The Bill will foster corruption and the extortion of bribes. It will also undermine the rule of law by allowing inspectors to issue ‘administrative fines' in contravention of constitutional guarantees of due process, administrative justice, and access to court.

In addition, the Bill will take up the time of policemen who ought instead to be concentrating on combating much more serious crimes. It is likely to promote xenophobia, while cutting consumers off from the better goods at cheaper prices that foreign traders often bring.
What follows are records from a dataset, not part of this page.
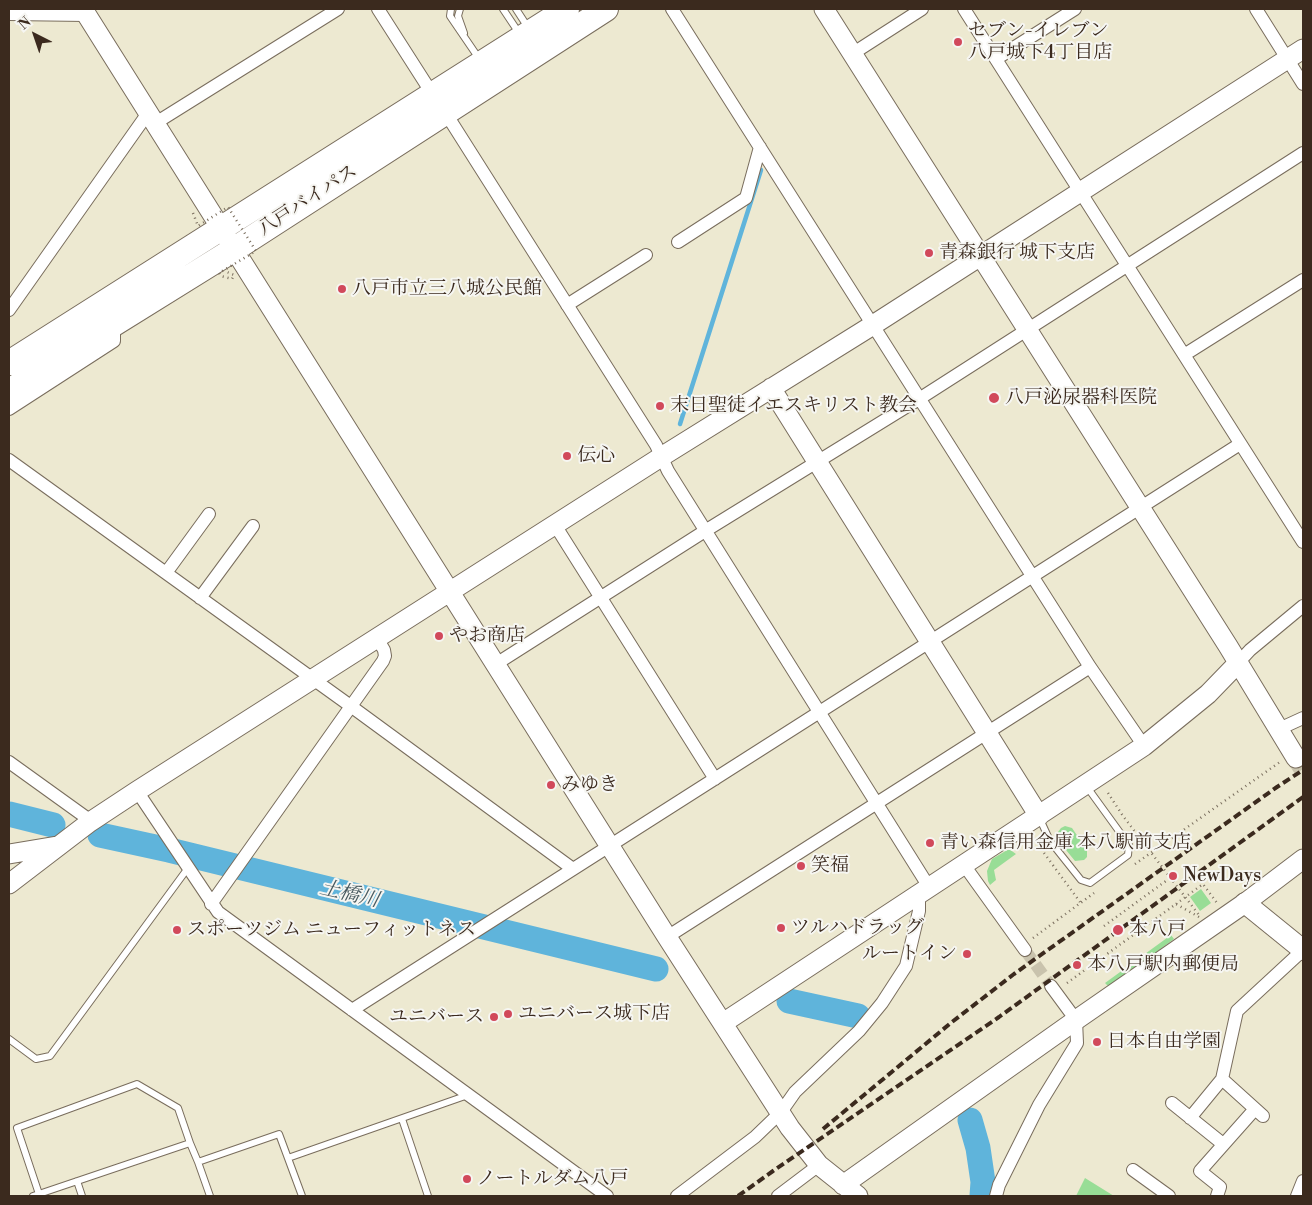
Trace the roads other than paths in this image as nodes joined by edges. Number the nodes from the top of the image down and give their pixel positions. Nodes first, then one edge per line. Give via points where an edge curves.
1 (338, 9) edge
2 (378, 9) edge
3 (451, 9) edge
4 (460, 9) edge
5 (503, 9) edge
6 (516, 9) edge
7 (567, 9) edge
8 (606, 9) edge
9 (672, 9) edge
10 (824, 9) edge
11 (922, 9) edge
12 (964, 9) edge
13 (1076, 9) edge
14 (1256, 9) edge
15 (85, 12) edge
16 (9, 14) edge
17 (527, 34) junction
18 (465, 39) junction
19 (852, 54) junction
20 (1296, 54) edge
21 (996, 59) junction
22 (482, 63) junction
23 (1303, 84) edge
24 (439, 103) junction
25 (151, 118) junction
26 (760, 147) junction
27 (1303, 154) edge
28 (1081, 192) junction
29 (221, 230) junction
30 (678, 242) dead end
31 (646, 255) dead end
32 (980, 256) junction
33 (231, 260) junction
34 (1128, 266) junction
35 (1303, 280) edge
36 (567, 305) junction
37 (9, 310) edge
38 (114, 324) junction
39 (873, 324) junction
40 (1027, 330) junction
41 (1184, 355) junction
42 (9, 363) edge
43 (771, 388) junction
44 (9, 391) edge
45 (919, 399) junction
46 (9, 409) edge
47 (1240, 444) junction
48 (662, 457) junction
49 (9, 460) edge
50 (817, 462) junction
51 (1140, 508) junction
52 (210, 514) dead end
53 (555, 525) junction
54 (252, 526) dead end
55 (705, 531) junction
56 (1303, 542) edge
57 (166, 573) junction
58 (1033, 576) junction
59 (451, 592) junction
60 (600, 597) junction
61 (200, 598) junction
62 (1303, 606) edge
63 (377, 638) junction
64 (930, 642) junction
65 (1238, 663) junction
66 (496, 664) junction
67 (1090, 667) junction
68 (313, 679) junction
69 (352, 707) junction
70 (819, 712) junction
71 (1303, 718) edge
72 (1279, 730) junction
73 (987, 733) junction
74 (1144, 746) junction
75 (1288, 760) tunnel mouth
76 (9, 762) edge
77 (715, 779) junction
78 (1086, 786) junction
79 (137, 791) junction
80 (876, 804) junction
81 (1039, 816) junction
82 (90, 822) junction
83 (59, 846) junction
84 (610, 846) junction
85 (9, 854) edge
86 (181, 858) junction
87 (1303, 859) edge
88 (964, 865) junction
89 (573, 869) junction
90 (9, 884) edge
91 (924, 891) junction
92 (212, 904) junction
93 (1245, 904) junction
94 (667, 937) junction
95 (1025, 950) tunnel mouth
96 (1303, 950) edge
97 (1051, 986) tunnel mouth
98 (352, 1010) junction
99 (1076, 1020) junction
100 (723, 1023) junction
101 (9, 1039) edge
102 (1222, 1079) junction
103 (468, 1095) junction
104 (1172, 1102) dead end
105 (781, 1112) junction
106 (1190, 1118) junction
107 (402, 1119) junction
108 (190, 1143) junction
109 (1223, 1144) junction
110 (288, 1158) junction
111 (198, 1162) junction
112 (819, 1164) junction
113 (1133, 1170) dead end
114 (1303, 1180) edge
115 (77, 1181) junction
116 (851, 1191) edge
117 (36, 1195) edge
118 (82, 1196) edge
119 (210, 1196) edge
120 (302, 1196) edge
121 (428, 1196) edge
122 (607, 1196) edge
123 (677, 1196) edge
124 (778, 1196) edge
125 (996, 1196) edge
126 (1169, 1196) edge
127 (1217, 1196) edge
128 (1297, 1196) edge

1 - 25 street
2 - 24 street
3 - 18 lane via 450,16
4 - 18 lane via 458,16
5 - 17 lane
6 - 17 lane
7 - 17 highway, 八戸バイパス
8 - 24 highway, 八戸バイパス
9 - 26 street
10 - 19 street
11 - 19 street
12 - 21 street
13 - 21 street
14 - 20 street
15 - 16 street
15 - 25 street
17 - 22 highway, 八戸バイパス
18 - 22 lane
19 - 32 street
20 - 23 street
20 - 28 street
21 - 28 street
22 - 24 highway, 八戸バイパス
24 - 29 highway, 八戸バイパス
24 - 33 highway, 八戸バイパス
24 - 36 street
25 - 29 street
25 - 37 street
26 - 30 street via 746,198
26 - 39 street
27 - 34 street
28 - 32 street
28 - 34 street
29 - 33 street
29 - 42 highway, 八戸バイパス
31 - 36 street
32 - 39 street
32 - 40 street
33 - 38 highway, 八戸バイパス
33 - 59 street
34 - 40 street
34 - 41 street
35 - 41 street
36 - 48 street
38 - 44 highway, 八戸バイパス
38 - 46 street via 114,340
39 - 43 street
39 - 45 street
40 - 45 street
40 - 51 street
41 - 47 street
43 - 48 street
43 - 50 street
45 - 50 street
45 - 58 street
47 - 51 street
47 - 56 street
48 - 53 street
48 - 55 street
49 - 57 street
50 - 55 street
50 - 64 street
51 - 58 street
51 - 65 street
52 - 57 street
53 - 59 street
53 - 60 street
54 - 61 street
55 - 60 street
55 - 70 street
57 - 61 street
58 - 64 street
58 - 67 street
59 - 63 street
59 - 66 street
60 - 66 street
60 - 77 street
61 - 68 street
62 - 65 street
63 - 68 street
63 - 69 street via 384,650 384,661
64 - 70 street
64 - 73 street
65 - 72 street
65 - 74 street via 1208,694
66 - 84 street
67 - 73 street
67 - 74 street
68 - 69 street
68 - 79 street
69 - 89 street
69 - 92 street
70 - 77 street
70 - 80 street
71 - 72 street
72 - 75 street
73 - 80 street
73 - 81 street
74 - 78 street
76 - 82 street
77 - 84 street
78 - 81 street
78 - 81 lane via 1129,845 1128,855 1090,883 1081,880 1050,840
79 - 82 street
79 - 86 street
80 - 91 street
80 - 94 street
81 - 88 street
82 - 83 street
83 - 85 street
83 - 90 street
84 - 89 street
84 - 94 street
86 - 92 street
86 - 101 lane via 50,1056 36,1059
87 - 93 street
88 - 91 street
88 - 95 street
89 - 98 street
91 - 100 street
91 - 105 street via 906,966 859,1031 795,1092
92 - 98 street via 218,912
93 - 96 main road
93 - 99 street
94 - 100 street
96 - 102 street via 1238,1011
97 - 99 street
98 - 103 street
99 - 116 street
99 - 125 street via 1077,1043 1039,1105
100 - 105 street
102 - 106 street
102 - 109 street via 1259,1112
103 - 107 lane
103 - 122 street
104 - 106 street
105 - 112 street
105 - 123 street via 755,1137
106 - 109 street
107 - 110 lane
107 - 121 lane
108 - 111 lane
108 - 115 lane
108 - 117 lane via 178,1108 137,1084 17,1128
109 - 127 street via 1200,1171 1220,1187
110 - 111 lane via 279,1134
110 - 120 lane
111 - 119 lane
112 - 116 street
112 - 124 street
113 - 126 street
114 - 128 street
115 - 117 lane
115 - 118 lane

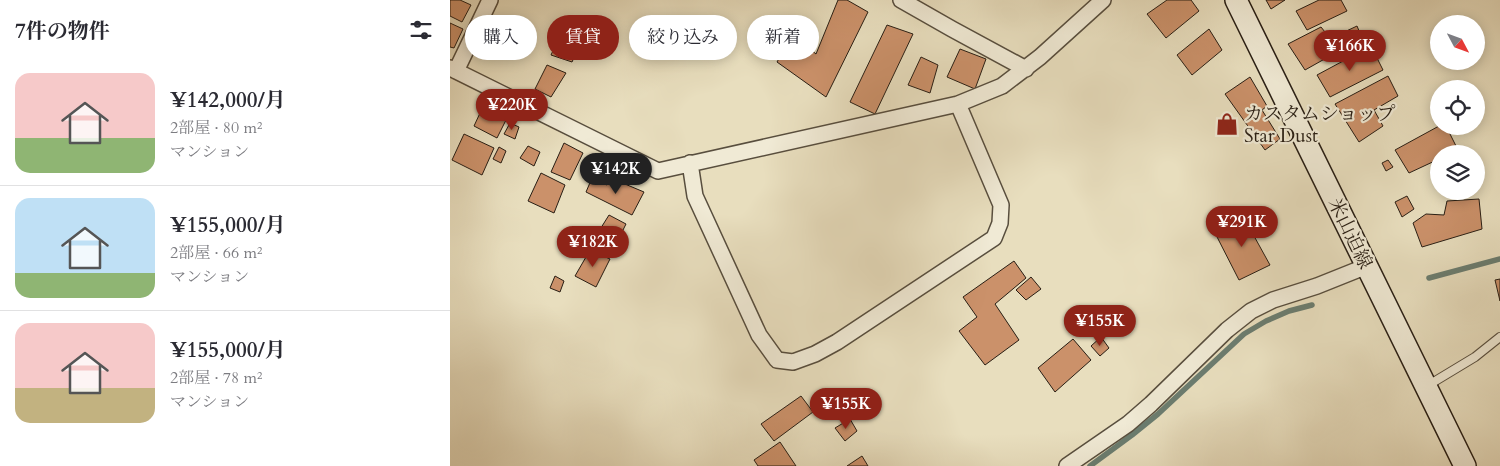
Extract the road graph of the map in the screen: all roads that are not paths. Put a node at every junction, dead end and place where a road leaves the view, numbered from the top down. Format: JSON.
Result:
{"nodes":[{"id":1,"x":490,"y":0,"type":"edge"},
{"id":2,"x":901,"y":0,"type":"edge"},
{"id":3,"x":1103,"y":0,"type":"edge"},
{"id":4,"x":1236,"y":0,"type":"edge"},
{"id":5,"x":453,"y":69,"type":"edge"},
{"id":6,"x":1026,"y":69,"type":"junction"},
{"id":7,"x":958,"y":104,"type":"junction"},
{"id":8,"x":690,"y":163,"type":"junction"},
{"id":9,"x":1370,"y":272,"type":"junction"},
{"id":10,"x":1500,"y":337,"type":"edge"},
{"id":11,"x":1426,"y":386,"type":"junction"},
{"id":12,"x":1067,"y":466,"type":"edge"},
{"id":13,"x":1466,"y":466,"type":"edge"}],
"edges":[{"from":1,"to":5,"type":"street"},
{"from":2,"to":6,"type":"street"},
{"from":3,"to":6,"type":"street"},
{"from":4,"to":9,"type":"main road","name":"米山迫線"},
{"from":5,"to":8,"type":"street"},
{"from":6,"to":7,"type":"street"},
{"from":7,"to":8,"type":"street"},
{"from":7,"to":8,"type":"street"},
{"from":9,"to":11,"type":"main road","name":"米山迫線"},
{"from":9,"to":12,"type":"street"},
{"from":10,"to":11,"type":"lane"},
{"from":11,"to":13,"type":"main road","name":"米山迫線"}]}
Writes Professor Crush: ‘The Bill is a fundamental attack on key aspects of South Africa's vibrant and growing informal economy, which provides a livelihood for many people. One of the less subtle objectives of the Bill is to make it so difficult for non-citizens to operate small business in South Africa that they will go home. If they stay and contravene the legislation, their property and goods will be seized and they face the prospect of a heavy fine or imprisonment or both. A quicker way to criminalise hard-working small-scale entrepreneurs is hard to imagine.'

Conflict with the National Development Plan

The National Development Plan (NDP), approved by the Cabinet in August 2012, sees 90% of the 11m new jobs it seeks between 2010 and 2030 as arising from small businesses. It therefore calls for regulatory reform to encourage ‘mass entrepreneurship' and a more enabling environment to facilitate the creation and expansion of small businesses.

Instead, the Bill creates major additional bureaucratic hurdles for small businesses, in particular, to surmount. In doing so, it poses a great threat to job creation, especially in the small business sector the NDP sees as vital to the attainment of its goals. The Bill thus contradicts the NDP, which is supposed to have an ‘overriding effect' on all the ruling party's policy choices.  This conflict, in itself, provides sufficient reason for the DTI to withdraw the Bill in its entirety.